Hacham Yaakov Cohen Yonathan was a paytan and musician who would perform at weddings, circumcisions and similar events, for the wealthy as well as for the poor, seeking no remuneration.

Hacham Yaakov Cohen Yonathan had the reputation of being a humble and modest individual; he refused to have his original commentary published and when on his way to his shop, would keep the books from which he studied out of view so as not to be taken for a Torah scholar.

When Hacham Yaakov Cohen Yonathan’s eyesight began to fail, and his wife would read to him and he would explain; she gradually advanced in her studies and they would study as colleagues. Her name is not mentioned in the book Zera’ Yaakov out of modesty, and her original commentary is referred to as heard “by word of mouth”.

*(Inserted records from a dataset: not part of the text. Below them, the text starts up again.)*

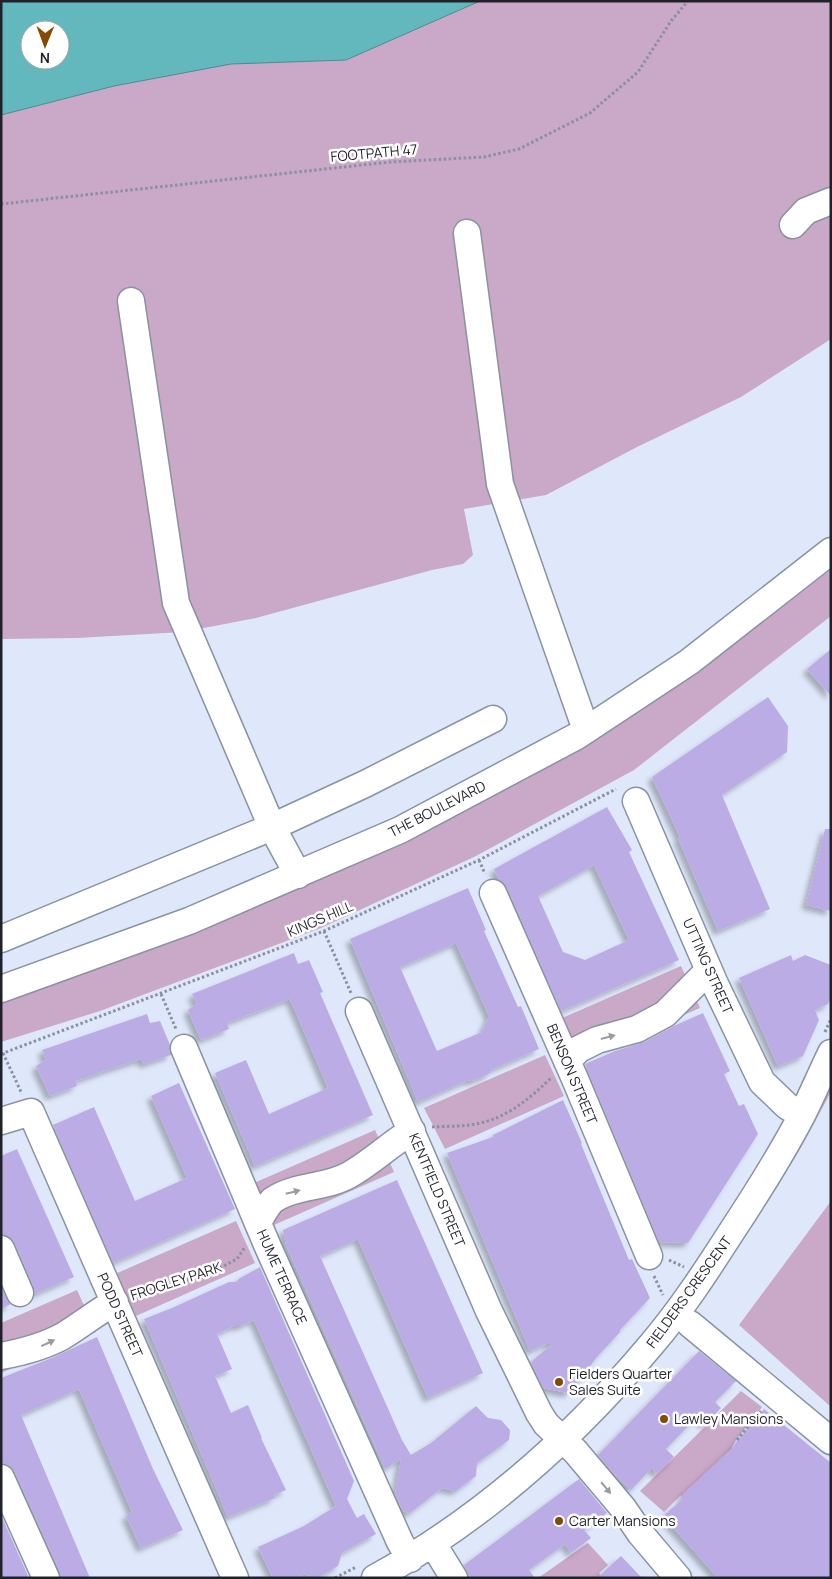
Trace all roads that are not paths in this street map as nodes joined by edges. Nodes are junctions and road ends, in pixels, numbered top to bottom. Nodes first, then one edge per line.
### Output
1 (831, 200) edge
2 (793, 225) dead end
3 (467, 233) dead end
4 (131, 302) dead end
5 (831, 551) edge
6 (492, 719) dead end
7 (586, 730) junction
8 (636, 801) road end
9 (272, 827) junction
10 (298, 875) junction
11 (493, 893) dead end
12 (1, 939) edge
13 (709, 970) junction
14 (1, 989) edge
15 (359, 1011) road end
16 (184, 1048) road end
17 (831, 1053) edge
18 (567, 1061) junction
19 (802, 1115) junction
20 (1, 1121) edge
21 (412, 1131) junction
22 (258, 1222) junction
23 (1, 1248) edge
24 (649, 1256) dead end
25 (20, 1293) dead end
26 (115, 1302) junction
27 (690, 1324) dead end
28 (1, 1356) edge
29 (831, 1441) edge
30 (569, 1446) junction
31 (1, 1478) edge
32 (405, 1550) junction
33 (443, 1561) edge
34 (46, 1578) edge
35 (234, 1578) edge
36 (375, 1578) edge
37 (678, 1578) edge

1 - 2 street
3 - 7 street
4 - 9 street
5 - 7 street, THE BOULEVARD
6 - 9 street
7 - 10 street, THE BOULEVARD
8 - 13 street, UTTING STREET
9 - 10 street
9 - 12 street
10 - 14 street, THE BOULEVARD
11 - 18 street, BENSON STREET
18 -> 13 street
13 - 19 street, UTTING STREET
15 - 21 street, KENTFIELD STREET
16 - 22 street, HUME TERRACE
17 - 19 street, FIELDERS CRESCENT
18 - 24 street, BENSON STREET
19 - 30 street, FIELDERS CRESCENT
20 - 26 street, PODD STREET
22 -> 21 street
21 - 30 street, KENTFIELD STREET
22 - 32 street, HUME TERRACE
23 - 25 street
28 -> 26 street, FROGLEY PARK
26 - 35 street, PODD STREET
27 - 29 street
30 - 33 street, FIELDERS CRESCENT
30 -> 37 street, KENTFIELD STREET
31 - 34 street
32 - 33 street, FIELDERS CRESCENT
32 - 36 street, FIELDERS CRESCENT

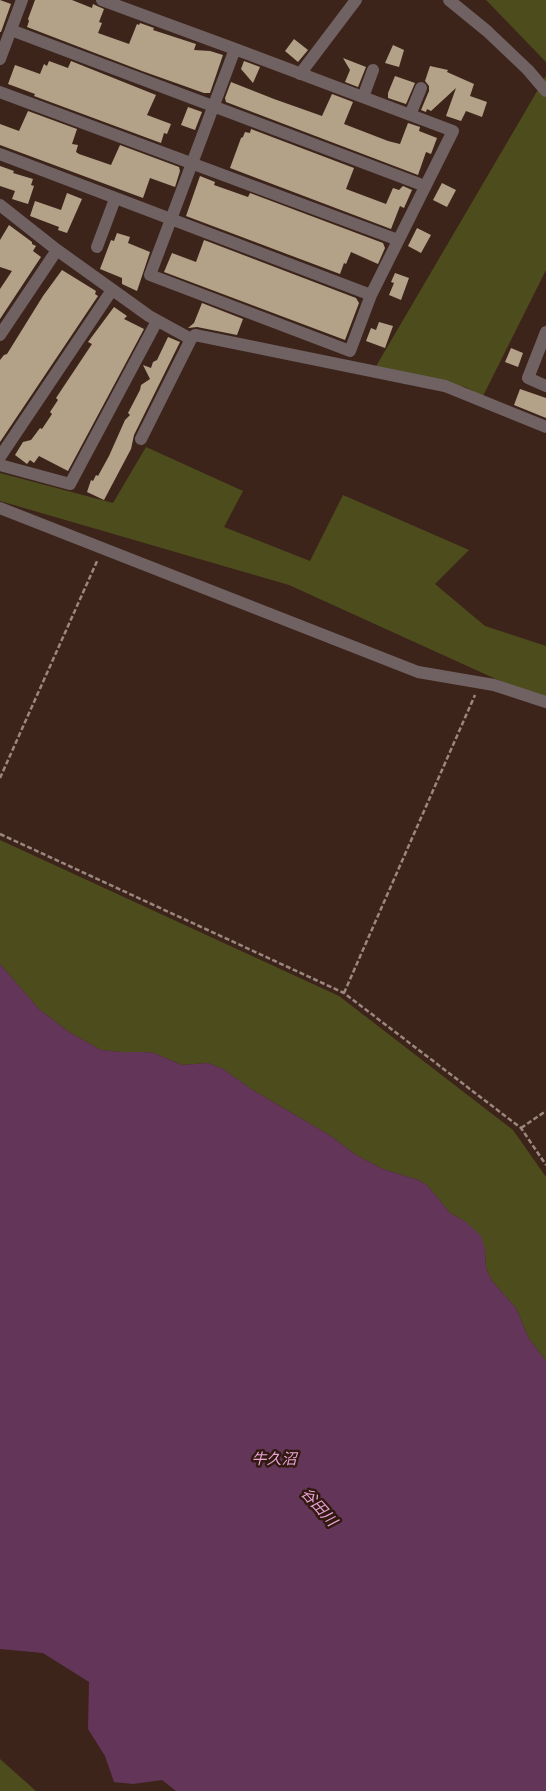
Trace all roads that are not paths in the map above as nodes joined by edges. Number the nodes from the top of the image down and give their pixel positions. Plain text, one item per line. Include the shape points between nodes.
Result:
1 (22, 0) edge
2 (102, 0) edge
3 (356, 0) edge
4 (449, 0) edge
5 (10, 30) junction
6 (234, 49) junction
7 (0, 59) edge
8 (373, 70) dead end
9 (300, 74) junction
10 (421, 88) dead end
11 (546, 90) edge
12 (0, 92) edge
13 (363, 97) junction
14 (213, 106) junction
15 (410, 115) junction
16 (0, 154) edge
17 (192, 163) junction
18 (425, 186) junction
19 (115, 198) junction
20 (1, 207) edge
21 (172, 219) junction
22 (398, 240) junction
23 (97, 247) dead end
24 (57, 250) junction
25 (112, 290) junction
26 (371, 295) junction
27 (157, 321) junction
28 (546, 332) edge
29 (0, 335) edge
30 (190, 339) junction
31 (546, 386) edge
32 (546, 426) edge
33 (141, 439) dead end
34 (0, 457) edge
35 (0, 465) edge
36 (0, 508) edge
37 (546, 702) edge

1 - 5 street
2 - 6 street
3 - 9 street
4 - 11 street via 487,31
5 - 7 street
5 - 14 street
6 - 9 street
6 - 14 street
8 - 13 street
9 - 13 street
10 - 15 street
12 - 17 street
13 - 15 street
14 - 17 street
14 - 18 street
15 - 18 street via 453,131
16 - 19 street
17 - 21 street
17 - 22 street
18 - 22 street
19 - 21 street
19 - 23 street
20 - 24 street
21 - 26 street
21 - 26 street via 150,275 159,279 350,351
22 - 26 street
24 - 25 street
24 - 29 street
25 - 27 street
25 - 34 street
27 - 30 street
27 - 35 street via 70,484
28 - 31 street via 528,378
30 - 32 street via 195,335 445,386
30 - 33 street
36 - 37 street via 102,552 418,672 494,685

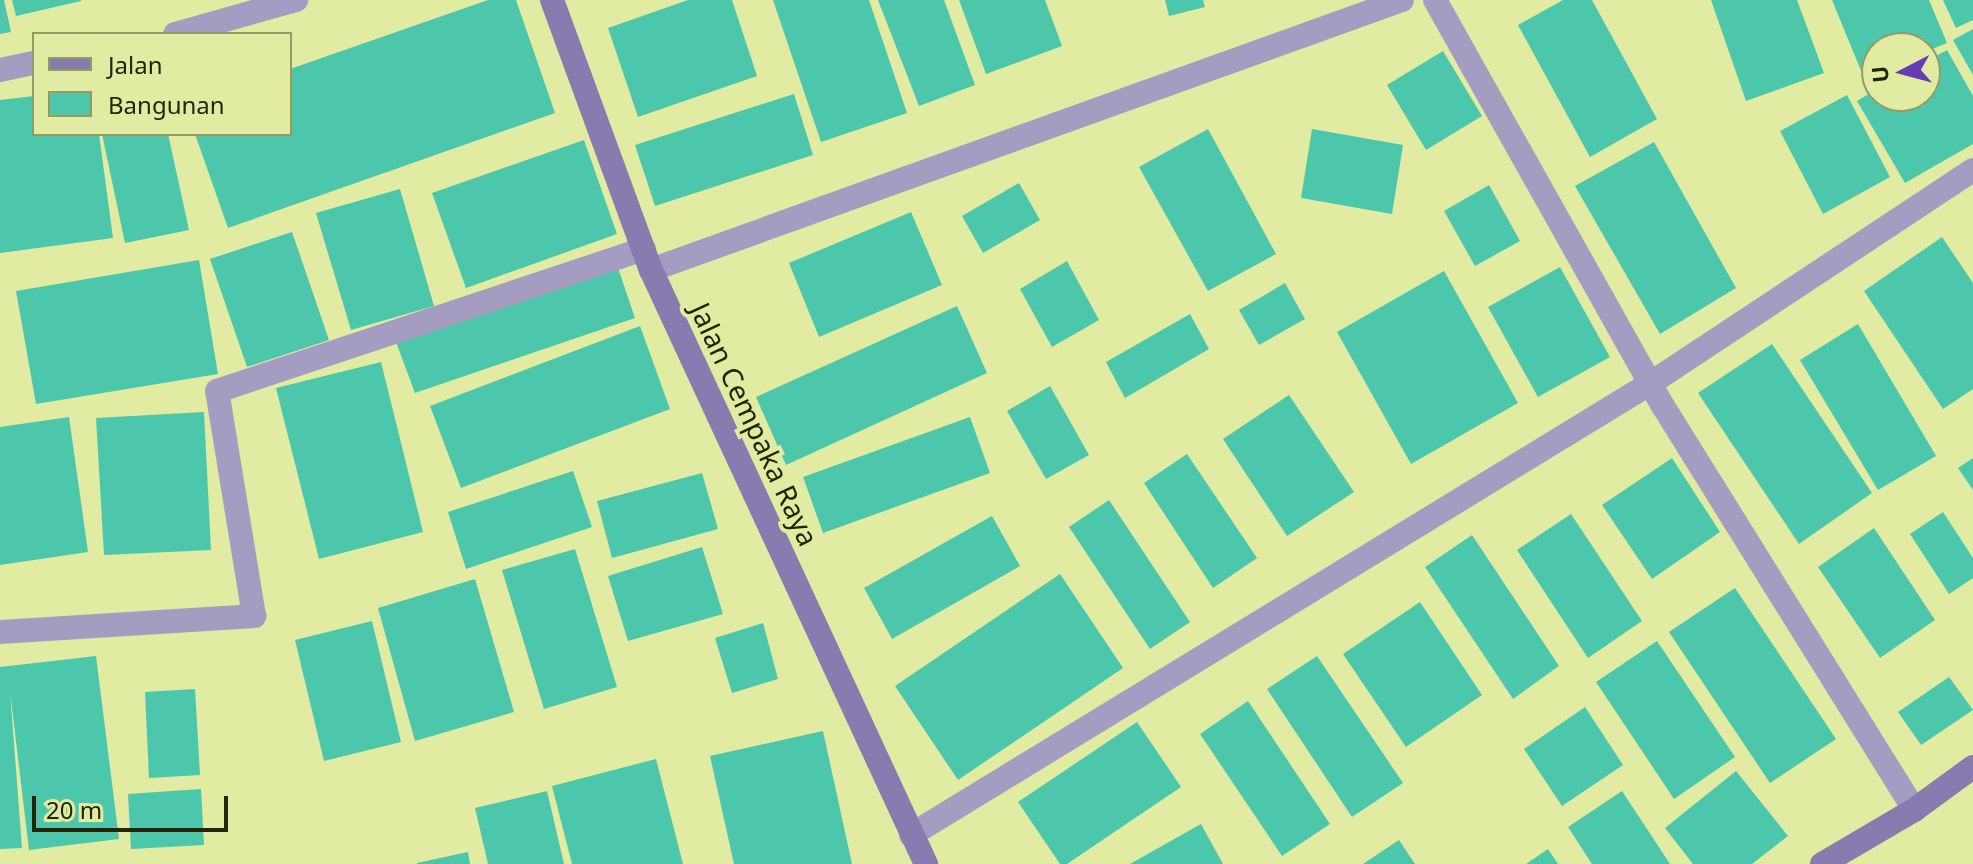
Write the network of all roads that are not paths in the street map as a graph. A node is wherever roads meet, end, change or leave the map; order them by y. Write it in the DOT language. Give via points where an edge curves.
graph roads {
  1 [pos="296,0"];
  2 [pos="552,0"];
  3 [pos="1402,0"];
  4 [pos="1435,0"];
  5 [pos="182,32"];
  6 [pos="32,63"];
  7 [pos="0,70"];
  8 [pos="1973,170"];
  9 [pos="648,260"];
  10 [pos="1651,383"];
  11 [pos="0,632"];
  12 [pos="1973,767"];
  13 [pos="1914,810"];
  14 [pos="911,835"];
  15 [pos="926,864"];
  16 [pos="1822,864"];
  1 -- 5 [label="street"];
  2 -- 9 [label="street, Jalan Cempaka Raya"];
  3 -- 9 [label="street"];
  4 -- 10 [label="street"];
  6 -- 7 [label="street"];
  8 -- 10 [label="street"];
  9 -- 11 [label="street" via="217,391 254,616"];
  9 -- 14 [label="street, Jalan Cempaka Raya"];
  10 -- 13 [label="street"];
  10 -- 14 [label="street"];
  12 -- 13 [label="street"];
  13 -- 16 [label="street"];
  14 -- 15 [label="street, Jalan Cempaka Raya"];
}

Towards the end of his life, circa 1933, Hacham Yaakov Cohen Yonathan’s yearning for the Land of Israel led him to leave Djerba and he went to live in Zoara, Tripoli with his son Hacham Zion, who officiated as the city’s rabbi. He remained with his son for nearly two years, trying to obtain an immigration permit to the Land of Israel. After succeeding, he went to Tripoli to sail to Alexandria and, from there, to the Land of Israel but was stopped by the ship’s captain, who refused to let him board because of his advanced age. He was forced to return to Djerba, where he died a month later.


Hacham Yaakov Cohen Yonathan passed away on 6 Av, 5696 (1936) in Djerba and was buried there. He wrote a large amount of original commentary on the Torah, some of which was published in his book Zera’ HaShalom. After his death, his sons published Zera’ Yaakov, with additional original commentary, all attributed to his wife.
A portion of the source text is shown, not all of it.